*** Opening DATA UNDER STUDY ***

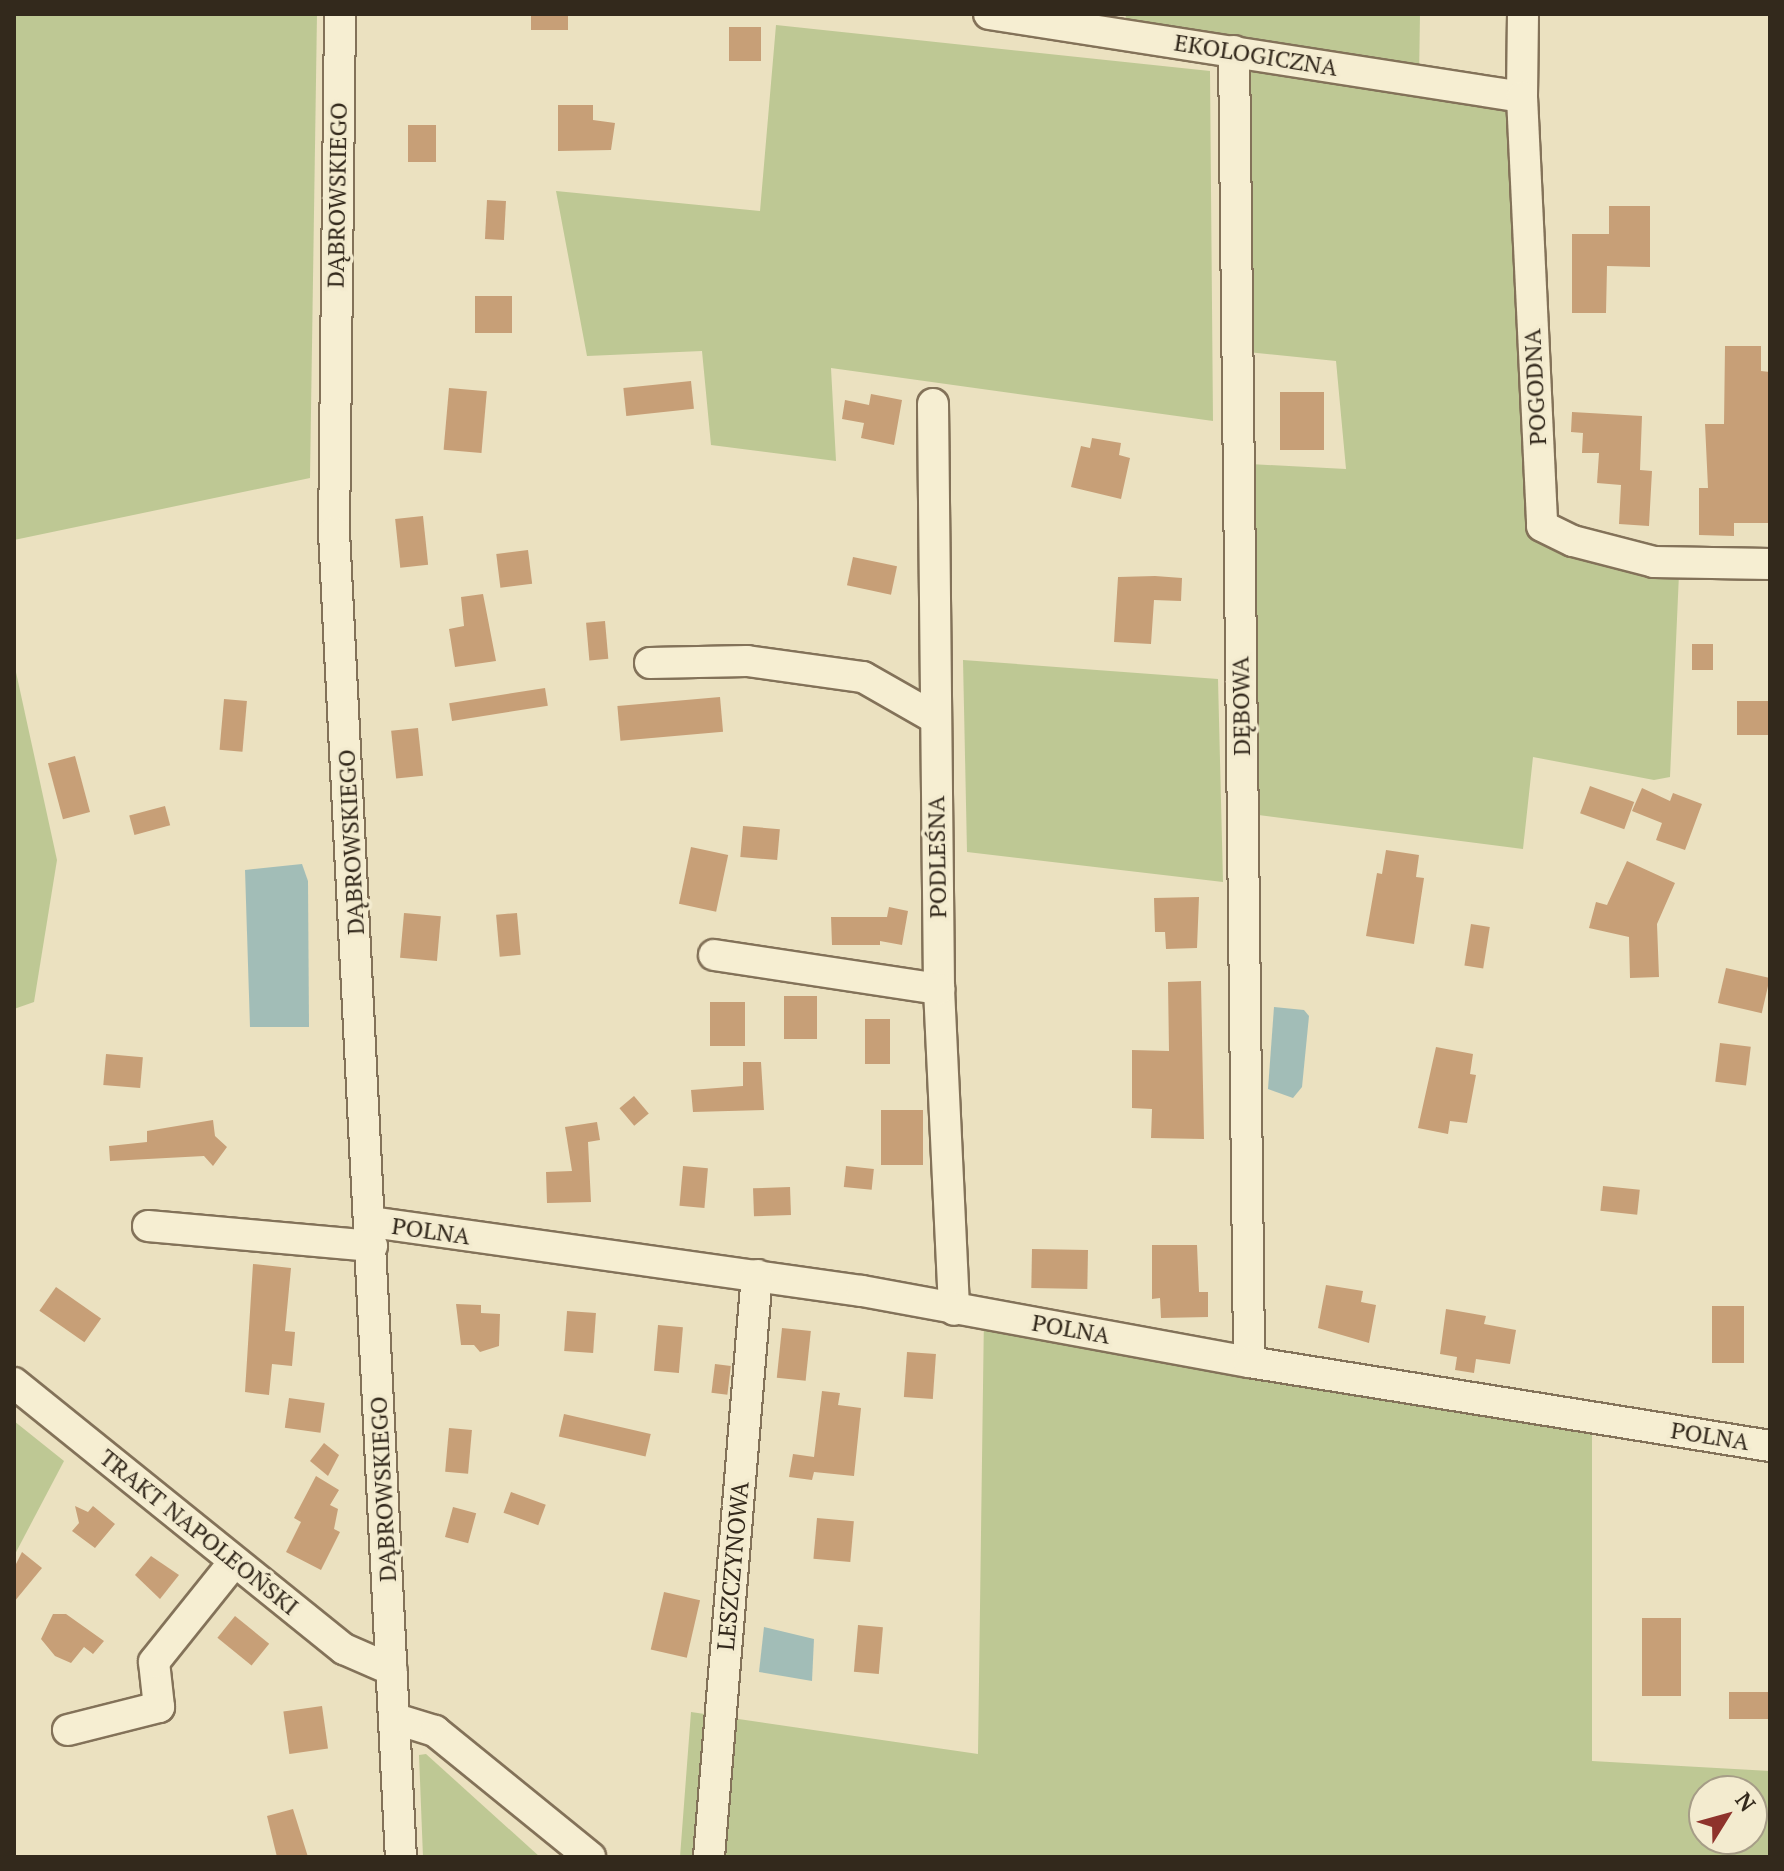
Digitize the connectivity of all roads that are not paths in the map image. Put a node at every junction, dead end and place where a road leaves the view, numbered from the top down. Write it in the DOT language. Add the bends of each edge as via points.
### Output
graph roads {
  1 [pos="340,14"];
  2 [pos="989,14"];
  3 [pos="1523,14"];
  4 [pos="1234,51"];
  5 [pos="1522,97"];
  6 [pos="933,404"];
  7 [pos="1770,564"];
  8 [pos="650,663"];
  9 [pos="935,718"];
  10 [pos="714,955"];
  11 [pos="939,989"];
  12 [pos="148,1226"];
  13 [pos="372,1234"];
  14 [pos="757,1275"];
  15 [pos="954,1310"];
  16 [pos="1249,1362"];
  17 [pos="14,1383"];
  18 [pos="1770,1446"];
  19 [pos="234,1562"];
  20 [pos="392,1670"];
  21 [pos="396,1719"];
  22 [pos="68,1730"];
  23 [pos="401,1857"];
  24 [pos="590,1857"];
  25 [pos="709,1857"];
  1 -- 13 [label="street, DĄBROWSKIEGO" via="334,532"];
  2 -- 4 [label="street, EKOLOGICZNA"];
  3 -- 5 [label="street, POGODNA"];
  4 -- 5 [label="street, EKOLOGICZNA"];
  4 -- 16 [label="street, DĘBOWA"];
  5 -- 7 [label="street, POGODNA" via="1542,526 1573,541 1654,562"];
  6 -- 9 [label="street, PODLEŚNA"];
  8 -- 9 [label="street" via="747,661 863,677"];
  9 -- 11 [label="street, PODLEŚNA"];
  10 -- 11 [label="street"];
  11 -- 15 [label="street, PODLEŚNA"];
  12 -- 13 [label="street, POLNA"];
  13 -- 14 [label="street, POLNA"];
  13 -- 20 [label="street, DĄBROWSKIEGO"];
  14 -- 15 [label="street, POLNA"];
  14 -- 25 [label="street, LESZCZYNOWA"];
  15 -- 16 [label="street, POLNA"];
  16 -- 18 [label="street, POLNA"];
  17 -- 19 [label="street, TRAKT NAPOLEOŃSKI"];
  19 -- 20 [label="street, TRAKT NAPOLEOŃSKI" via="344,1649"];
  19 -- 22 [label="street" via="154,1662 159,1707"];
  20 -- 21 [label="street, DĄBROWSKIEGO"];
  21 -- 23 [label="street, DĄBROWSKIEGO"];
  21 -- 24 [label="street" via="435,1731"];
}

*** Closing DATA UNDER STUDY ***

▸ **EXERCISE GOAL**: The records above should be reproduced exactly, with the pictures omitted.

▸ **OUTPUT FOR THIS TASK**:
Digitize the connectivity of all roads that are not paths in the map image. Put a node at every junction, dead end and place where a road leaves the view, numbered from the top down. Write it in the DOT language. Add the bends of each edge as via points.
### Output
graph roads {
  1 [pos="340,14"];
  2 [pos="989,14"];
  3 [pos="1523,14"];
  4 [pos="1234,51"];
  5 [pos="1522,97"];
  6 [pos="933,404"];
  7 [pos="1770,564"];
  8 [pos="650,663"];
  9 [pos="935,718"];
  10 [pos="714,955"];
  11 [pos="939,989"];
  12 [pos="148,1226"];
  13 [pos="372,1234"];
  14 [pos="757,1275"];
  15 [pos="954,1310"];
  16 [pos="1249,1362"];
  17 [pos="14,1383"];
  18 [pos="1770,1446"];
  19 [pos="234,1562"];
  20 [pos="392,1670"];
  21 [pos="396,1719"];
  22 [pos="68,1730"];
  23 [pos="401,1857"];
  24 [pos="590,1857"];
  25 [pos="709,1857"];
  1 -- 13 [label="street, DĄBROWSKIEGO" via="334,532"];
  2 -- 4 [label="street, EKOLOGICZNA"];
  3 -- 5 [label="street, POGODNA"];
  4 -- 5 [label="street, EKOLOGICZNA"];
  4 -- 16 [label="street, DĘBOWA"];
  5 -- 7 [label="street, POGODNA" via="1542,526 1573,541 1654,562"];
  6 -- 9 [label="street, PODLEŚNA"];
  8 -- 9 [label="street" via="747,661 863,677"];
  9 -- 11 [label="street, PODLEŚNA"];
  10 -- 11 [label="street"];
  11 -- 15 [label="street, PODLEŚNA"];
  12 -- 13 [label="street, POLNA"];
  13 -- 14 [label="street, POLNA"];
  13 -- 20 [label="street, DĄBROWSKIEGO"];
  14 -- 15 [label="street, POLNA"];
  14 -- 25 [label="street, LESZCZYNOWA"];
  15 -- 16 [label="street, POLNA"];
  16 -- 18 [label="street, POLNA"];
  17 -- 19 [label="street, TRAKT NAPOLEOŃSKI"];
  19 -- 20 [label="street, TRAKT NAPOLEOŃSKI" via="344,1649"];
  19 -- 22 [label="street" via="154,1662 159,1707"];
  20 -- 21 [label="street, DĄBROWSKIEGO"];
  21 -- 23 [label="street, DĄBROWSKIEGO"];
  21 -- 24 [label="street" via="435,1731"];
}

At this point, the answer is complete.